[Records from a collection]
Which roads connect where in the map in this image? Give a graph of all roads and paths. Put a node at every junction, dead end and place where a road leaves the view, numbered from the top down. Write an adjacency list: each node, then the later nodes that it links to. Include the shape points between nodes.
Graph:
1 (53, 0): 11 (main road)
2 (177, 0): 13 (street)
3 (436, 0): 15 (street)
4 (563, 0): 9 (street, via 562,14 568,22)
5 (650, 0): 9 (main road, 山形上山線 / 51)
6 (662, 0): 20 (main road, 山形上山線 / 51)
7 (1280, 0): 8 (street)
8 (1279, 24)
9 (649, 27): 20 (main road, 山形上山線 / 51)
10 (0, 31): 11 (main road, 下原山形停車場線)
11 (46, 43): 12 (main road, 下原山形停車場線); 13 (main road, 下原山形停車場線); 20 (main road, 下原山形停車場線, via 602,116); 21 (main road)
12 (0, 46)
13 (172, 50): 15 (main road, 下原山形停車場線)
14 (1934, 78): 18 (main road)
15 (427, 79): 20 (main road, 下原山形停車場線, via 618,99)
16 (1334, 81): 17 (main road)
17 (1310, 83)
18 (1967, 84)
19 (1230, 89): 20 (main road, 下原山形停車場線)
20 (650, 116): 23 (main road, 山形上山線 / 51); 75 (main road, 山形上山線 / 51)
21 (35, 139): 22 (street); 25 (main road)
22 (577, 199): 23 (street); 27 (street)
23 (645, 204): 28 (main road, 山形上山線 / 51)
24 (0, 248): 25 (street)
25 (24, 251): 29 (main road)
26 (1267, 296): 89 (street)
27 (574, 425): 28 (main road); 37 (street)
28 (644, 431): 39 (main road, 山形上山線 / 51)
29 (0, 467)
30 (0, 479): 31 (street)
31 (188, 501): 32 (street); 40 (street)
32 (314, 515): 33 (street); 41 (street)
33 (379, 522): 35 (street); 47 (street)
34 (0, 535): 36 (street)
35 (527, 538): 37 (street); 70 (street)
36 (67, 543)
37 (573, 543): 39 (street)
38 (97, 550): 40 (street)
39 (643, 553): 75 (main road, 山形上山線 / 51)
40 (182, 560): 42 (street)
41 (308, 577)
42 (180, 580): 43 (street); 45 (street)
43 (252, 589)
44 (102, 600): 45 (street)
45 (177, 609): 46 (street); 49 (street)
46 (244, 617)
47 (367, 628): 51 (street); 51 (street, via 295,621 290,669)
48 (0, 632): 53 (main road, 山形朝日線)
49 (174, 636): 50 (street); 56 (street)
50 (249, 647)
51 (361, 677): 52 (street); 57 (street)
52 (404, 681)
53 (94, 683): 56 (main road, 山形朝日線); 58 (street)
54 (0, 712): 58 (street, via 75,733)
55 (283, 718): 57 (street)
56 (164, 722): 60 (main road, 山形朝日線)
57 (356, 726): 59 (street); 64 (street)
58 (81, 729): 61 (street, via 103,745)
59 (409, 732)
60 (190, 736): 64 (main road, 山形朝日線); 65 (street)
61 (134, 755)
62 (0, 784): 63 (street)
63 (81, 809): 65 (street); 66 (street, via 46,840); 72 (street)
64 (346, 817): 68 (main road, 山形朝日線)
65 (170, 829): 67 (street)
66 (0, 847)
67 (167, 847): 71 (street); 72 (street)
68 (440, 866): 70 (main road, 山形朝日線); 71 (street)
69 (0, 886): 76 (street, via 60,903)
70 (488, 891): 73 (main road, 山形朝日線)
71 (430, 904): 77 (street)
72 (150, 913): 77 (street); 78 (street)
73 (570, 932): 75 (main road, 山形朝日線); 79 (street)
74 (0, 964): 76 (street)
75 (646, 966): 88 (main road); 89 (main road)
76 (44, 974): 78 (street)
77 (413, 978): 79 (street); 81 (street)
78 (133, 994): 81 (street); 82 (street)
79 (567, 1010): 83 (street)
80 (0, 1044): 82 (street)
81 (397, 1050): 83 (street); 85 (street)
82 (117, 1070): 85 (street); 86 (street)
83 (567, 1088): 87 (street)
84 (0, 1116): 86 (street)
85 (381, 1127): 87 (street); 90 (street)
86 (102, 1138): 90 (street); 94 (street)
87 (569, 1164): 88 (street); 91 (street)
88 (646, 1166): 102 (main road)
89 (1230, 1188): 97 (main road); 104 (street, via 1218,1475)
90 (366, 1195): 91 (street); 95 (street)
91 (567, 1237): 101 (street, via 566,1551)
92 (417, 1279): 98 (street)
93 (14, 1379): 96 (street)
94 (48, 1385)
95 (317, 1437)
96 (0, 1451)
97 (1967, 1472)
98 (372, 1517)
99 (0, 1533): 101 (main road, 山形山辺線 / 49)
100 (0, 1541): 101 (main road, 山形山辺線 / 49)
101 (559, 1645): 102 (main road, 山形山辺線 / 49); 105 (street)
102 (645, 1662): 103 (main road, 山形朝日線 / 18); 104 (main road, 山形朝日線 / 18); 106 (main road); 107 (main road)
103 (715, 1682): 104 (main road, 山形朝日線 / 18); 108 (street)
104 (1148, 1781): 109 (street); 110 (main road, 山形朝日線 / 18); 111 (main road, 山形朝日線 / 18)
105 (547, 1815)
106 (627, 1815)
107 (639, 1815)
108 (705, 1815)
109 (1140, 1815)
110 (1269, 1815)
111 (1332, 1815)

* [Your assignment]: With every word kept as it is, set down the entries again.

* [Response]:
Which roads connect where in the map in this image? Give a graph of all roads and paths. Put a node at every junction, dead end and place where a road leaves the view, numbered from the top down. Write an adjacency list: each node, then the later nodes that it links to. Include the shape points between nodes.
Graph:
1 (53, 0): 11 (main road)
2 (177, 0): 13 (street)
3 (436, 0): 15 (street)
4 (563, 0): 9 (street, via 562,14 568,22)
5 (650, 0): 9 (main road, 山形上山線 / 51)
6 (662, 0): 20 (main road, 山形上山線 / 51)
7 (1280, 0): 8 (street)
8 (1279, 24)
9 (649, 27): 20 (main road, 山形上山線 / 51)
10 (0, 31): 11 (main road, 下原山形停車場線)
11 (46, 43): 12 (main road, 下原山形停車場線); 13 (main road, 下原山形停車場線); 20 (main road, 下原山形停車場線, via 602,116); 21 (main road)
12 (0, 46)
13 (172, 50): 15 (main road, 下原山形停車場線)
14 (1934, 78): 18 (main road)
15 (427, 79): 20 (main road, 下原山形停車場線, via 618,99)
16 (1334, 81): 17 (main road)
17 (1310, 83)
18 (1967, 84)
19 (1230, 89): 20 (main road, 下原山形停車場線)
20 (650, 116): 23 (main road, 山形上山線 / 51); 75 (main road, 山形上山線 / 51)
21 (35, 139): 22 (street); 25 (main road)
22 (577, 199): 23 (street); 27 (street)
23 (645, 204): 28 (main road, 山形上山線 / 51)
24 (0, 248): 25 (street)
25 (24, 251): 29 (main road)
26 (1267, 296): 89 (street)
27 (574, 425): 28 (main road); 37 (street)
28 (644, 431): 39 (main road, 山形上山線 / 51)
29 (0, 467)
30 (0, 479): 31 (street)
31 (188, 501): 32 (street); 40 (street)
32 (314, 515): 33 (street); 41 (street)
33 (379, 522): 35 (street); 47 (street)
34 (0, 535): 36 (street)
35 (527, 538): 37 (street); 70 (street)
36 (67, 543)
37 (573, 543): 39 (street)
38 (97, 550): 40 (street)
39 (643, 553): 75 (main road, 山形上山線 / 51)
40 (182, 560): 42 (street)
41 (308, 577)
42 (180, 580): 43 (street); 45 (street)
43 (252, 589)
44 (102, 600): 45 (street)
45 (177, 609): 46 (street); 49 (street)
46 (244, 617)
47 (367, 628): 51 (street); 51 (street, via 295,621 290,669)
48 (0, 632): 53 (main road, 山形朝日線)
49 (174, 636): 50 (street); 56 (street)
50 (249, 647)
51 (361, 677): 52 (street); 57 (street)
52 (404, 681)
53 (94, 683): 56 (main road, 山形朝日線); 58 (street)
54 (0, 712): 58 (street, via 75,733)
55 (283, 718): 57 (street)
56 (164, 722): 60 (main road, 山形朝日線)
57 (356, 726): 59 (street); 64 (street)
58 (81, 729): 61 (street, via 103,745)
59 (409, 732)
60 (190, 736): 64 (main road, 山形朝日線); 65 (street)
61 (134, 755)
62 (0, 784): 63 (street)
63 (81, 809): 65 (street); 66 (street, via 46,840); 72 (street)
64 (346, 817): 68 (main road, 山形朝日線)
65 (170, 829): 67 (street)
66 (0, 847)
67 (167, 847): 71 (street); 72 (street)
68 (440, 866): 70 (main road, 山形朝日線); 71 (street)
69 (0, 886): 76 (street, via 60,903)
70 (488, 891): 73 (main road, 山形朝日線)
71 (430, 904): 77 (street)
72 (150, 913): 77 (street); 78 (street)
73 (570, 932): 75 (main road, 山形朝日線); 79 (street)
74 (0, 964): 76 (street)
75 (646, 966): 88 (main road); 89 (main road)
76 (44, 974): 78 (street)
77 (413, 978): 79 (street); 81 (street)
78 (133, 994): 81 (street); 82 (street)
79 (567, 1010): 83 (street)
80 (0, 1044): 82 (street)
81 (397, 1050): 83 (street); 85 (street)
82 (117, 1070): 85 (street); 86 (street)
83 (567, 1088): 87 (street)
84 (0, 1116): 86 (street)
85 (381, 1127): 87 (street); 90 (street)
86 (102, 1138): 90 (street); 94 (street)
87 (569, 1164): 88 (street); 91 (street)
88 (646, 1166): 102 (main road)
89 (1230, 1188): 97 (main road); 104 (street, via 1218,1475)
90 (366, 1195): 91 (street); 95 (street)
91 (567, 1237): 101 (street, via 566,1551)
92 (417, 1279): 98 (street)
93 (14, 1379): 96 (street)
94 (48, 1385)
95 (317, 1437)
96 (0, 1451)
97 (1967, 1472)
98 (372, 1517)
99 (0, 1533): 101 (main road, 山形山辺線 / 49)
100 (0, 1541): 101 (main road, 山形山辺線 / 49)
101 (559, 1645): 102 (main road, 山形山辺線 / 49); 105 (street)
102 (645, 1662): 103 (main road, 山形朝日線 / 18); 104 (main road, 山形朝日線 / 18); 106 (main road); 107 (main road)
103 (715, 1682): 104 (main road, 山形朝日線 / 18); 108 (street)
104 (1148, 1781): 109 (street); 110 (main road, 山形朝日線 / 18); 111 (main road, 山形朝日線 / 18)
105 (547, 1815)
106 (627, 1815)
107 (639, 1815)
108 (705, 1815)
109 (1140, 1815)
110 (1269, 1815)
111 (1332, 1815)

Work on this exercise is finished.